◆ Work instruction:
Your response should give back each record exactly, word for word.

◆ Provided entries:
- - - - -

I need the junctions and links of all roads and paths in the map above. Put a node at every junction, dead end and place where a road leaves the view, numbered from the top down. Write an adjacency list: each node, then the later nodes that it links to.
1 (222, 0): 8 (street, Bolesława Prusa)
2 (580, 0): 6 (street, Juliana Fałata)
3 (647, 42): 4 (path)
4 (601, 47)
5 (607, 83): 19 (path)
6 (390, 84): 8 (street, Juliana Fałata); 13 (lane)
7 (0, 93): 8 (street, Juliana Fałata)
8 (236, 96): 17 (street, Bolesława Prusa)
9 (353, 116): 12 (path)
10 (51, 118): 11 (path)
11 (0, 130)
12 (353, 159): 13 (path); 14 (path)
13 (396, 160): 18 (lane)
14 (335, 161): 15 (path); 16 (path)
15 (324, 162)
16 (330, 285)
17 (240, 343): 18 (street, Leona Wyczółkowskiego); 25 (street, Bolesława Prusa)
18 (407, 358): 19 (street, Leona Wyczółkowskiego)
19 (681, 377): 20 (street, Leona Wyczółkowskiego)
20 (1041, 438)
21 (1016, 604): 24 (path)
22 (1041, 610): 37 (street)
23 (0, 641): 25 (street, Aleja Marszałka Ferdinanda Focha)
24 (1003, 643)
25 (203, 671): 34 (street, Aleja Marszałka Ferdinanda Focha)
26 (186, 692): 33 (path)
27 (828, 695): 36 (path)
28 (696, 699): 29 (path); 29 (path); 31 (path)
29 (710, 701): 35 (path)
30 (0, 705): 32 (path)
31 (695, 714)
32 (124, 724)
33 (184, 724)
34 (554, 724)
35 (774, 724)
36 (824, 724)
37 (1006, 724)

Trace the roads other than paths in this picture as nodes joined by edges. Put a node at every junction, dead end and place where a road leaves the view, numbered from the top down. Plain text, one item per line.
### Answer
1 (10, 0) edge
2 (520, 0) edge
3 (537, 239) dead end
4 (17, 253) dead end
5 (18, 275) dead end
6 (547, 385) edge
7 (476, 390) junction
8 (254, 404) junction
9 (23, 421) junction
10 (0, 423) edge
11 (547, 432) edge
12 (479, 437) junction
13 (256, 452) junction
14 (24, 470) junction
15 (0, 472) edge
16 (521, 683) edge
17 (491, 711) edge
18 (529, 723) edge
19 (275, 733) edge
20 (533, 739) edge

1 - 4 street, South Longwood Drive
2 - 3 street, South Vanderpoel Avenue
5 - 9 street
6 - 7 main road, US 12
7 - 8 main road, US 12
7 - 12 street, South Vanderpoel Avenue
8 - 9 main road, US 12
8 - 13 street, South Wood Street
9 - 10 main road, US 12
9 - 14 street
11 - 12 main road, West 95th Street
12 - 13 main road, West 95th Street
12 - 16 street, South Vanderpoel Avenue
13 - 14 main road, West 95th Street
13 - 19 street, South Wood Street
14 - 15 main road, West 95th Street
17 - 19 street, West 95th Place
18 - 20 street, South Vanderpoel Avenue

- - - - -

◆ Reply:
I need the junctions and links of all roads and paths in the map above. Put a node at every junction, dead end and place where a road leaves the view, numbered from the top down. Write an adjacency list: each node, then the later nodes that it links to.
1 (222, 0): 8 (street, Bolesława Prusa)
2 (580, 0): 6 (street, Juliana Fałata)
3 (647, 42): 4 (path)
4 (601, 47)
5 (607, 83): 19 (path)
6 (390, 84): 8 (street, Juliana Fałata); 13 (lane)
7 (0, 93): 8 (street, Juliana Fałata)
8 (236, 96): 17 (street, Bolesława Prusa)
9 (353, 116): 12 (path)
10 (51, 118): 11 (path)
11 (0, 130)
12 (353, 159): 13 (path); 14 (path)
13 (396, 160): 18 (lane)
14 (335, 161): 15 (path); 16 (path)
15 (324, 162)
16 (330, 285)
17 (240, 343): 18 (street, Leona Wyczółkowskiego); 25 (street, Bolesława Prusa)
18 (407, 358): 19 (street, Leona Wyczółkowskiego)
19 (681, 377): 20 (street, Leona Wyczółkowskiego)
20 (1041, 438)
21 (1016, 604): 24 (path)
22 (1041, 610): 37 (street)
23 (0, 641): 25 (street, Aleja Marszałka Ferdinanda Focha)
24 (1003, 643)
25 (203, 671): 34 (street, Aleja Marszałka Ferdinanda Focha)
26 (186, 692): 33 (path)
27 (828, 695): 36 (path)
28 (696, 699): 29 (path); 29 (path); 31 (path)
29 (710, 701): 35 (path)
30 (0, 705): 32 (path)
31 (695, 714)
32 (124, 724)
33 (184, 724)
34 (554, 724)
35 (774, 724)
36 (824, 724)
37 (1006, 724)

Trace the roads other than paths in this picture as nodes joined by edges. Put a node at every junction, dead end and place where a road leaves the view, numbered from the top down. Plain text, one item per line.
### Answer
1 (10, 0) edge
2 (520, 0) edge
3 (537, 239) dead end
4 (17, 253) dead end
5 (18, 275) dead end
6 (547, 385) edge
7 (476, 390) junction
8 (254, 404) junction
9 (23, 421) junction
10 (0, 423) edge
11 (547, 432) edge
12 (479, 437) junction
13 (256, 452) junction
14 (24, 470) junction
15 (0, 472) edge
16 (521, 683) edge
17 (491, 711) edge
18 (529, 723) edge
19 (275, 733) edge
20 (533, 739) edge

1 - 4 street, South Longwood Drive
2 - 3 street, South Vanderpoel Avenue
5 - 9 street
6 - 7 main road, US 12
7 - 8 main road, US 12
7 - 12 street, South Vanderpoel Avenue
8 - 9 main road, US 12
8 - 13 street, South Wood Street
9 - 10 main road, US 12
9 - 14 street
11 - 12 main road, West 95th Street
12 - 13 main road, West 95th Street
12 - 16 street, South Vanderpoel Avenue
13 - 14 main road, West 95th Street
13 - 19 street, South Wood Street
14 - 15 main road, West 95th Street
17 - 19 street, West 95th Place
18 - 20 street, South Vanderpoel Avenue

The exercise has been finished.